* Requirement
Take the entries that follow and write them out again, word for word.

* Provided material
---------------

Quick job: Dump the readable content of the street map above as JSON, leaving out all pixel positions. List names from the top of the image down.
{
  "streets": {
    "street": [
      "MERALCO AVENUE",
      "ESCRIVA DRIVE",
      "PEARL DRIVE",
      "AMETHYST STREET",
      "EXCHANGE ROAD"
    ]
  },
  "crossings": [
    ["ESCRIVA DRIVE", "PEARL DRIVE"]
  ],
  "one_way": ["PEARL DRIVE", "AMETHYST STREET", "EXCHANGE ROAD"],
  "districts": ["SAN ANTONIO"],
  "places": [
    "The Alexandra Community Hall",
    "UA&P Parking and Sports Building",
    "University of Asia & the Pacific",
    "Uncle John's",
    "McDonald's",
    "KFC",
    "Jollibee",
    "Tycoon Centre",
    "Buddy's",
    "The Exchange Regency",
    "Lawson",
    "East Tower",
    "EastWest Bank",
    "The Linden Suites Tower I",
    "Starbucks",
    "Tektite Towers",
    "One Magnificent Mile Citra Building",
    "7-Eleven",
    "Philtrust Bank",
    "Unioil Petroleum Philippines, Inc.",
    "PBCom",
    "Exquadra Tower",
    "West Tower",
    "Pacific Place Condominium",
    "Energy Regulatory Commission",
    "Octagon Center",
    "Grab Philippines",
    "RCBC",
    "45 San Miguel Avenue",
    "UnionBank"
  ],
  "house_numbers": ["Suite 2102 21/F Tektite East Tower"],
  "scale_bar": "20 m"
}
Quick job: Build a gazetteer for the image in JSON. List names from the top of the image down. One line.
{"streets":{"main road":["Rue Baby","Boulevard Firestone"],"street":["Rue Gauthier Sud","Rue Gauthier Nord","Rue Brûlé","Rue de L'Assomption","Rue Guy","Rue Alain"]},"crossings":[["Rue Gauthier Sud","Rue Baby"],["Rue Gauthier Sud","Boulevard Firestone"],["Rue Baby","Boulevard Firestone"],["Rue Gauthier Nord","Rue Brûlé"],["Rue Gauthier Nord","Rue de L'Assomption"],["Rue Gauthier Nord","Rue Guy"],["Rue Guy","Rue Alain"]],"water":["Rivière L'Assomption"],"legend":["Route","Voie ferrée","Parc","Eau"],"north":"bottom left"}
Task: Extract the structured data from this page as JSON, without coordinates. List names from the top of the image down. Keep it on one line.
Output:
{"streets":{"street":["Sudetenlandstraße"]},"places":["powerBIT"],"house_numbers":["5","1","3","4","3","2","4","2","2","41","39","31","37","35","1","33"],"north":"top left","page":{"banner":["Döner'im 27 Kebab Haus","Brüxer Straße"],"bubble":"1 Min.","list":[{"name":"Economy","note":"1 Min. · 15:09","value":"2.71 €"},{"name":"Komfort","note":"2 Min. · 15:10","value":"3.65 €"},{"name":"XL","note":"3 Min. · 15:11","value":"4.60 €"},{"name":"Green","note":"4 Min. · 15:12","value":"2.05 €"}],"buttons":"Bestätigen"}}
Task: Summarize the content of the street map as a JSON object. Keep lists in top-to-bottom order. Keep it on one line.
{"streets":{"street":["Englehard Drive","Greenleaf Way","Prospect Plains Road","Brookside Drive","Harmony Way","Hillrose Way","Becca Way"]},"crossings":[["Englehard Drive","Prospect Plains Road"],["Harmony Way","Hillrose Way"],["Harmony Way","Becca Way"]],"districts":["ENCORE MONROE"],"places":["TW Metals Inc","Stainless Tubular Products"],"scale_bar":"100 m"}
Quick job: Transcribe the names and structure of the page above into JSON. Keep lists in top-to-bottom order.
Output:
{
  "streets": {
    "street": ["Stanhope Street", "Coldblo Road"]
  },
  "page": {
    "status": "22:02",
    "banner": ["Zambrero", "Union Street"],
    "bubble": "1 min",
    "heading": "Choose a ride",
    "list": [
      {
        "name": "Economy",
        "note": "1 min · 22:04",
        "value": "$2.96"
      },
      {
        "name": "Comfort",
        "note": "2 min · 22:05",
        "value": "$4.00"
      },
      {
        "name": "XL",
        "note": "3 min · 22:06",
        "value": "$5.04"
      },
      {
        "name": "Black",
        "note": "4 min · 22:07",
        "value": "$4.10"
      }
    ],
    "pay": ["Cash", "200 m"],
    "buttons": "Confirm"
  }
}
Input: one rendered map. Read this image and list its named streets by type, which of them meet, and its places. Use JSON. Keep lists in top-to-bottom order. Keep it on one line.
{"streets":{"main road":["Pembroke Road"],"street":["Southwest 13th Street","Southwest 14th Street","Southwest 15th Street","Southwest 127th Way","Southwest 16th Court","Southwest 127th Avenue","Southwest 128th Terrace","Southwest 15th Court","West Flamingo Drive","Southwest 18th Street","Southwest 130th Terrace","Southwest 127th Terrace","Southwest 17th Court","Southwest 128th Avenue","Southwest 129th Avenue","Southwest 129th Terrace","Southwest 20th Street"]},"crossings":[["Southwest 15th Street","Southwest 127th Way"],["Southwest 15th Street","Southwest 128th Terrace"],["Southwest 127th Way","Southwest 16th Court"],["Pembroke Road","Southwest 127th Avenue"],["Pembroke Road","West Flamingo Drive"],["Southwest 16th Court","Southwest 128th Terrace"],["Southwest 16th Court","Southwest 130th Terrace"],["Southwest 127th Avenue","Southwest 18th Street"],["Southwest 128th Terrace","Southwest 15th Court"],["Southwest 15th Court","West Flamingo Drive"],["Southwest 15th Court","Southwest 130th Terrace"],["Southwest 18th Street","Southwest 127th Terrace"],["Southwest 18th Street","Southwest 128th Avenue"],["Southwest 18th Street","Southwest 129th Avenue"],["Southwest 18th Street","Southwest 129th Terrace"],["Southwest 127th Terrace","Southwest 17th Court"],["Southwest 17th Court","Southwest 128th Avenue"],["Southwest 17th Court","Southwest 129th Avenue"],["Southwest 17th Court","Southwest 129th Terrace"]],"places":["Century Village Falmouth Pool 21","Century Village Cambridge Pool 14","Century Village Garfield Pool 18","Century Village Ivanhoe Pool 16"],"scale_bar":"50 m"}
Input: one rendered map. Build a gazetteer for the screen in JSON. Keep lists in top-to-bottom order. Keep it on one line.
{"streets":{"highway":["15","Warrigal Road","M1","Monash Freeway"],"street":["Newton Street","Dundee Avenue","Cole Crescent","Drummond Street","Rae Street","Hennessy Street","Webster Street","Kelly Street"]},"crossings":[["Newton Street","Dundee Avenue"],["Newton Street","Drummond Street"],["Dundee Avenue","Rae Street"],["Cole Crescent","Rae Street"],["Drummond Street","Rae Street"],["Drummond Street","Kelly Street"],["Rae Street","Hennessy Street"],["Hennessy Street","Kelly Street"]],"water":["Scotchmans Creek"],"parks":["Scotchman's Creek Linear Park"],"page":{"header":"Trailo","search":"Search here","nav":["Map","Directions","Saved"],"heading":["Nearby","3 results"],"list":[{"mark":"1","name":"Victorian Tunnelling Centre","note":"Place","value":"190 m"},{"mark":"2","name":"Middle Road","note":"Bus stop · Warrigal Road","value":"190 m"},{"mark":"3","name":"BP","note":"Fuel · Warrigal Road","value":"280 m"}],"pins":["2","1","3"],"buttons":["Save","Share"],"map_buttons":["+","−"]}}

---------------

* The answer
Quick job: Dump the readable content of the street map above as JSON, leaving out all pixel positions. List names from the top of the image down.
{
  "streets": {
    "street": [
      "MERALCO AVENUE",
      "ESCRIVA DRIVE",
      "PEARL DRIVE",
      "AMETHYST STREET",
      "EXCHANGE ROAD"
    ]
  },
  "crossings": [
    ["ESCRIVA DRIVE", "PEARL DRIVE"]
  ],
  "one_way": ["PEARL DRIVE", "AMETHYST STREET", "EXCHANGE ROAD"],
  "districts": ["SAN ANTONIO"],
  "places": [
    "The Alexandra Community Hall",
    "UA&P Parking and Sports Building",
    "University of Asia & the Pacific",
    "Uncle John's",
    "McDonald's",
    "KFC",
    "Jollibee",
    "Tycoon Centre",
    "Buddy's",
    "The Exchange Regency",
    "Lawson",
    "East Tower",
    "EastWest Bank",
    "The Linden Suites Tower I",
    "Starbucks",
    "Tektite Towers",
    "One Magnificent Mile Citra Building",
    "7-Eleven",
    "Philtrust Bank",
    "Unioil Petroleum Philippines, Inc.",
    "PBCom",
    "Exquadra Tower",
    "West Tower",
    "Pacific Place Condominium",
    "Energy Regulatory Commission",
    "Octagon Center",
    "Grab Philippines",
    "RCBC",
    "45 San Miguel Avenue",
    "UnionBank"
  ],
  "house_numbers": ["Suite 2102 21/F Tektite East Tower"],
  "scale_bar": "20 m"
}
Quick job: Build a gazetteer for the image in JSON. List names from the top of the image down. One line.
{"streets":{"main road":["Rue Baby","Boulevard Firestone"],"street":["Rue Gauthier Sud","Rue Gauthier Nord","Rue Brûlé","Rue de L'Assomption","Rue Guy","Rue Alain"]},"crossings":[["Rue Gauthier Sud","Rue Baby"],["Rue Gauthier Sud","Boulevard Firestone"],["Rue Baby","Boulevard Firestone"],["Rue Gauthier Nord","Rue Brûlé"],["Rue Gauthier Nord","Rue de L'Assomption"],["Rue Gauthier Nord","Rue Guy"],["Rue Guy","Rue Alain"]],"water":["Rivière L'Assomption"],"legend":["Route","Voie ferrée","Parc","Eau"],"north":"bottom left"}
Task: Extract the structured data from this page as JSON, without coordinates. List names from the top of the image down. Keep it on one line.
Output:
{"streets":{"street":["Sudetenlandstraße"]},"places":["powerBIT"],"house_numbers":["5","1","3","4","3","2","4","2","2","41","39","31","37","35","1","33"],"north":"top left","page":{"banner":["Döner'im 27 Kebab Haus","Brüxer Straße"],"bubble":"1 Min.","list":[{"name":"Economy","note":"1 Min. · 15:09","value":"2.71 €"},{"name":"Komfort","note":"2 Min. · 15:10","value":"3.65 €"},{"name":"XL","note":"3 Min. · 15:11","value":"4.60 €"},{"name":"Green","note":"4 Min. · 15:12","value":"2.05 €"}],"buttons":"Bestätigen"}}
Task: Summarize the content of the street map as a JSON object. Keep lists in top-to-bottom order. Keep it on one line.
{"streets":{"street":["Englehard Drive","Greenleaf Way","Prospect Plains Road","Brookside Drive","Harmony Way","Hillrose Way","Becca Way"]},"crossings":[["Englehard Drive","Prospect Plains Road"],["Harmony Way","Hillrose Way"],["Harmony Way","Becca Way"]],"districts":["ENCORE MONROE"],"places":["TW Metals Inc","Stainless Tubular Products"],"scale_bar":"100 m"}
Quick job: Transcribe the names and structure of the page above into JSON. Keep lists in top-to-bottom order.
Output:
{
  "streets": {
    "street": ["Stanhope Street", "Coldblo Road"]
  },
  "page": {
    "status": "22:02",
    "banner": ["Zambrero", "Union Street"],
    "bubble": "1 min",
    "heading": "Choose a ride",
    "list": [
      {
        "name": "Economy",
        "note": "1 min · 22:04",
        "value": "$2.96"
      },
      {
        "name": "Comfort",
        "note": "2 min · 22:05",
        "value": "$4.00"
      },
      {
        "name": "XL",
        "note": "3 min · 22:06",
        "value": "$5.04"
      },
      {
        "name": "Black",
        "note": "4 min · 22:07",
        "value": "$4.10"
      }
    ],
    "pay": ["Cash", "200 m"],
    "buttons": "Confirm"
  }
}
Input: one rendered map. Read this image and list its named streets by type, which of them meet, and its places. Use JSON. Keep lists in top-to-bottom order. Keep it on one line.
{"streets":{"main road":["Pembroke Road"],"street":["Southwest 13th Street","Southwest 14th Street","Southwest 15th Street","Southwest 127th Way","Southwest 16th Court","Southwest 127th Avenue","Southwest 128th Terrace","Southwest 15th Court","West Flamingo Drive","Southwest 18th Street","Southwest 130th Terrace","Southwest 127th Terrace","Southwest 17th Court","Southwest 128th Avenue","Southwest 129th Avenue","Southwest 129th Terrace","Southwest 20th Street"]},"crossings":[["Southwest 15th Street","Southwest 127th Way"],["Southwest 15th Street","Southwest 128th Terrace"],["Southwest 127th Way","Southwest 16th Court"],["Pembroke Road","Southwest 127th Avenue"],["Pembroke Road","West Flamingo Drive"],["Southwest 16th Court","Southwest 128th Terrace"],["Southwest 16th Court","Southwest 130th Terrace"],["Southwest 127th Avenue","Southwest 18th Street"],["Southwest 128th Terrace","Southwest 15th Court"],["Southwest 15th Court","West Flamingo Drive"],["Southwest 15th Court","Southwest 130th Terrace"],["Southwest 18th Street","Southwest 127th Terrace"],["Southwest 18th Street","Southwest 128th Avenue"],["Southwest 18th Street","Southwest 129th Avenue"],["Southwest 18th Street","Southwest 129th Terrace"],["Southwest 127th Terrace","Southwest 17th Court"],["Southwest 17th Court","Southwest 128th Avenue"],["Southwest 17th Court","Southwest 129th Avenue"],["Southwest 17th Court","Southwest 129th Terrace"]],"places":["Century Village Falmouth Pool 21","Century Village Cambridge Pool 14","Century Village Garfield Pool 18","Century Village Ivanhoe Pool 16"],"scale_bar":"50 m"}
Input: one rendered map. Build a gazetteer for the screen in JSON. Keep lists in top-to-bottom order. Keep it on one line.
{"streets":{"highway":["15","Warrigal Road","M1","Monash Freeway"],"street":["Newton Street","Dundee Avenue","Cole Crescent","Drummond Street","Rae Street","Hennessy Street","Webster Street","Kelly Street"]},"crossings":[["Newton Street","Dundee Avenue"],["Newton Street","Drummond Street"],["Dundee Avenue","Rae Street"],["Cole Crescent","Rae Street"],["Drummond Street","Rae Street"],["Drummond Street","Kelly Street"],["Rae Street","Hennessy Street"],["Hennessy Street","Kelly Street"]],"water":["Scotchmans Creek"],"parks":["Scotchman's Creek Linear Park"],"page":{"header":"Trailo","search":"Search here","nav":["Map","Directions","Saved"],"heading":["Nearby","3 results"],"list":[{"mark":"1","name":"Victorian Tunnelling Centre","note":"Place","value":"190 m"},{"mark":"2","name":"Middle Road","note":"Bus stop · Warrigal Road","value":"190 m"},{"mark":"3","name":"BP","note":"Fuel · Warrigal Road","value":"280 m"}],"pins":["2","1","3"],"buttons":["Save","Share"],"map_buttons":["+","−"]}}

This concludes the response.